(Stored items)
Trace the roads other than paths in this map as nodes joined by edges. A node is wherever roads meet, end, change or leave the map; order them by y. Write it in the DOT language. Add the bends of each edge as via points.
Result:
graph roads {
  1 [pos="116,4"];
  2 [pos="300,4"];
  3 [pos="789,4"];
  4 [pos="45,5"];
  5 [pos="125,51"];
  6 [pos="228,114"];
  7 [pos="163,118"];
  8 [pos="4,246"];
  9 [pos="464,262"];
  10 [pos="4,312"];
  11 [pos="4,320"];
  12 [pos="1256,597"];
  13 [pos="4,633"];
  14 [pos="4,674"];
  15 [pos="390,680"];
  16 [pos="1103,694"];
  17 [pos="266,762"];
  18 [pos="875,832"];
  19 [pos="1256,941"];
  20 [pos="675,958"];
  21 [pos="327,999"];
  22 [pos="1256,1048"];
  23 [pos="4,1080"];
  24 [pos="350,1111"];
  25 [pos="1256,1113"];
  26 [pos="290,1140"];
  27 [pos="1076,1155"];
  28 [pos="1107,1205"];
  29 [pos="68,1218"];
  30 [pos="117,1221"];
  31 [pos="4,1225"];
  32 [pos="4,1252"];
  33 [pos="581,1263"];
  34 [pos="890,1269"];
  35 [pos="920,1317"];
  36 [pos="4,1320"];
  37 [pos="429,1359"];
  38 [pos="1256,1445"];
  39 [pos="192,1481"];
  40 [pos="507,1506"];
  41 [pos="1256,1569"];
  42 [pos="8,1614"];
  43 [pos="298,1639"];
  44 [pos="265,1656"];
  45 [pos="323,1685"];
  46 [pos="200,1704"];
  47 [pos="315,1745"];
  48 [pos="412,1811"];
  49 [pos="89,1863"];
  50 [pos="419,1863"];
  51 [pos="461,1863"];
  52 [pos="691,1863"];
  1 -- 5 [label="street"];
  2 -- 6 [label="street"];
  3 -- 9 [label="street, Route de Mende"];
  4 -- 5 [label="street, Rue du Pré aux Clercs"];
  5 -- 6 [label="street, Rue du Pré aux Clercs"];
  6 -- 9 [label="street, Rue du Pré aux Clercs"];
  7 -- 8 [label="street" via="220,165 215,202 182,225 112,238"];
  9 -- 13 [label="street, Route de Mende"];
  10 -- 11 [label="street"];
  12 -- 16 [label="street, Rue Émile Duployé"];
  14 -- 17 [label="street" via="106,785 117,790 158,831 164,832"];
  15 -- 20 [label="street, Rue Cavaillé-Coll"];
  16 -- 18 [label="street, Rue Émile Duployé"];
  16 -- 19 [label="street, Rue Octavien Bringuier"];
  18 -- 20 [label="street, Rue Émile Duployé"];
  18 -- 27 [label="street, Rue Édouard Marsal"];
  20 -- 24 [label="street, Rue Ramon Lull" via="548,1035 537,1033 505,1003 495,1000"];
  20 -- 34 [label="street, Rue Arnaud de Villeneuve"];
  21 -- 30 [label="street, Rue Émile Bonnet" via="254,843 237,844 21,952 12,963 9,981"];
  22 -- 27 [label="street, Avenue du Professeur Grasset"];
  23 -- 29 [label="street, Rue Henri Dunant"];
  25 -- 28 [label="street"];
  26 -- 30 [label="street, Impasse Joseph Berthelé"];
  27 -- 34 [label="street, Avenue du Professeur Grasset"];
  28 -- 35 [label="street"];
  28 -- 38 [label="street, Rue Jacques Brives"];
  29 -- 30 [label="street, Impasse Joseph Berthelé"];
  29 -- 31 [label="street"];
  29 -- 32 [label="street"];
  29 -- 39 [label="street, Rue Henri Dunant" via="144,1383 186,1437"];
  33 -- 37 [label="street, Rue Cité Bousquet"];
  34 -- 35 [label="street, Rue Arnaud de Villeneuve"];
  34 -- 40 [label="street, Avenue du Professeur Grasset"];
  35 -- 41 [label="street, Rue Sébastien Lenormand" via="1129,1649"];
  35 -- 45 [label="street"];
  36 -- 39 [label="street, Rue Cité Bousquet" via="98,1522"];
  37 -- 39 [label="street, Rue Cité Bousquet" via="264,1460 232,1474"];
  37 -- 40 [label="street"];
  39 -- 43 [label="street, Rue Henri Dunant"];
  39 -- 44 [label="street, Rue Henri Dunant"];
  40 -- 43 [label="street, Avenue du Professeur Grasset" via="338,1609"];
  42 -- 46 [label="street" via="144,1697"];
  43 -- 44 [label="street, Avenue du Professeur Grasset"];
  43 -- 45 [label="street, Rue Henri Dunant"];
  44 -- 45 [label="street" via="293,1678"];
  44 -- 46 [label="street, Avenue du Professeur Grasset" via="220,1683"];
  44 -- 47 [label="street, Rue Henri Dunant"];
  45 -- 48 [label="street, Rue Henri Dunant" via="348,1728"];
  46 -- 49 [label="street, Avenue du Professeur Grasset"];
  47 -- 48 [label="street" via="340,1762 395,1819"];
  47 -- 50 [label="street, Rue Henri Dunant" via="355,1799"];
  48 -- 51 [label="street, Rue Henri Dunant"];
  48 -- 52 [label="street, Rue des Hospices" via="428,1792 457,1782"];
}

§ **Your goal**
From the first line to the last, transcribe the records exactly.

§ **Written response**
Trace the roads other than paths in this map as nodes joined by edges. A node is wherever roads meet, end, change or leave the map; order them by y. Write it in the DOT language. Add the bends of each edge as via points.
Result:
graph roads {
  1 [pos="116,4"];
  2 [pos="300,4"];
  3 [pos="789,4"];
  4 [pos="45,5"];
  5 [pos="125,51"];
  6 [pos="228,114"];
  7 [pos="163,118"];
  8 [pos="4,246"];
  9 [pos="464,262"];
  10 [pos="4,312"];
  11 [pos="4,320"];
  12 [pos="1256,597"];
  13 [pos="4,633"];
  14 [pos="4,674"];
  15 [pos="390,680"];
  16 [pos="1103,694"];
  17 [pos="266,762"];
  18 [pos="875,832"];
  19 [pos="1256,941"];
  20 [pos="675,958"];
  21 [pos="327,999"];
  22 [pos="1256,1048"];
  23 [pos="4,1080"];
  24 [pos="350,1111"];
  25 [pos="1256,1113"];
  26 [pos="290,1140"];
  27 [pos="1076,1155"];
  28 [pos="1107,1205"];
  29 [pos="68,1218"];
  30 [pos="117,1221"];
  31 [pos="4,1225"];
  32 [pos="4,1252"];
  33 [pos="581,1263"];
  34 [pos="890,1269"];
  35 [pos="920,1317"];
  36 [pos="4,1320"];
  37 [pos="429,1359"];
  38 [pos="1256,1445"];
  39 [pos="192,1481"];
  40 [pos="507,1506"];
  41 [pos="1256,1569"];
  42 [pos="8,1614"];
  43 [pos="298,1639"];
  44 [pos="265,1656"];
  45 [pos="323,1685"];
  46 [pos="200,1704"];
  47 [pos="315,1745"];
  48 [pos="412,1811"];
  49 [pos="89,1863"];
  50 [pos="419,1863"];
  51 [pos="461,1863"];
  52 [pos="691,1863"];
  1 -- 5 [label="street"];
  2 -- 6 [label="street"];
  3 -- 9 [label="street, Route de Mende"];
  4 -- 5 [label="street, Rue du Pré aux Clercs"];
  5 -- 6 [label="street, Rue du Pré aux Clercs"];
  6 -- 9 [label="street, Rue du Pré aux Clercs"];
  7 -- 8 [label="street" via="220,165 215,202 182,225 112,238"];
  9 -- 13 [label="street, Route de Mende"];
  10 -- 11 [label="street"];
  12 -- 16 [label="street, Rue Émile Duployé"];
  14 -- 17 [label="street" via="106,785 117,790 158,831 164,832"];
  15 -- 20 [label="street, Rue Cavaillé-Coll"];
  16 -- 18 [label="street, Rue Émile Duployé"];
  16 -- 19 [label="street, Rue Octavien Bringuier"];
  18 -- 20 [label="street, Rue Émile Duployé"];
  18 -- 27 [label="street, Rue Édouard Marsal"];
  20 -- 24 [label="street, Rue Ramon Lull" via="548,1035 537,1033 505,1003 495,1000"];
  20 -- 34 [label="street, Rue Arnaud de Villeneuve"];
  21 -- 30 [label="street, Rue Émile Bonnet" via="254,843 237,844 21,952 12,963 9,981"];
  22 -- 27 [label="street, Avenue du Professeur Grasset"];
  23 -- 29 [label="street, Rue Henri Dunant"];
  25 -- 28 [label="street"];
  26 -- 30 [label="street, Impasse Joseph Berthelé"];
  27 -- 34 [label="street, Avenue du Professeur Grasset"];
  28 -- 35 [label="street"];
  28 -- 38 [label="street, Rue Jacques Brives"];
  29 -- 30 [label="street, Impasse Joseph Berthelé"];
  29 -- 31 [label="street"];
  29 -- 32 [label="street"];
  29 -- 39 [label="street, Rue Henri Dunant" via="144,1383 186,1437"];
  33 -- 37 [label="street, Rue Cité Bousquet"];
  34 -- 35 [label="street, Rue Arnaud de Villeneuve"];
  34 -- 40 [label="street, Avenue du Professeur Grasset"];
  35 -- 41 [label="street, Rue Sébastien Lenormand" via="1129,1649"];
  35 -- 45 [label="street"];
  36 -- 39 [label="street, Rue Cité Bousquet" via="98,1522"];
  37 -- 39 [label="street, Rue Cité Bousquet" via="264,1460 232,1474"];
  37 -- 40 [label="street"];
  39 -- 43 [label="street, Rue Henri Dunant"];
  39 -- 44 [label="street, Rue Henri Dunant"];
  40 -- 43 [label="street, Avenue du Professeur Grasset" via="338,1609"];
  42 -- 46 [label="street" via="144,1697"];
  43 -- 44 [label="street, Avenue du Professeur Grasset"];
  43 -- 45 [label="street, Rue Henri Dunant"];
  44 -- 45 [label="street" via="293,1678"];
  44 -- 46 [label="street, Avenue du Professeur Grasset" via="220,1683"];
  44 -- 47 [label="street, Rue Henri Dunant"];
  45 -- 48 [label="street, Rue Henri Dunant" via="348,1728"];
  46 -- 49 [label="street, Avenue du Professeur Grasset"];
  47 -- 48 [label="street" via="340,1762 395,1819"];
  47 -- 50 [label="street, Rue Henri Dunant" via="355,1799"];
  48 -- 51 [label="street, Rue Henri Dunant"];
  48 -- 52 [label="street, Rue des Hospices" via="428,1792 457,1782"];
}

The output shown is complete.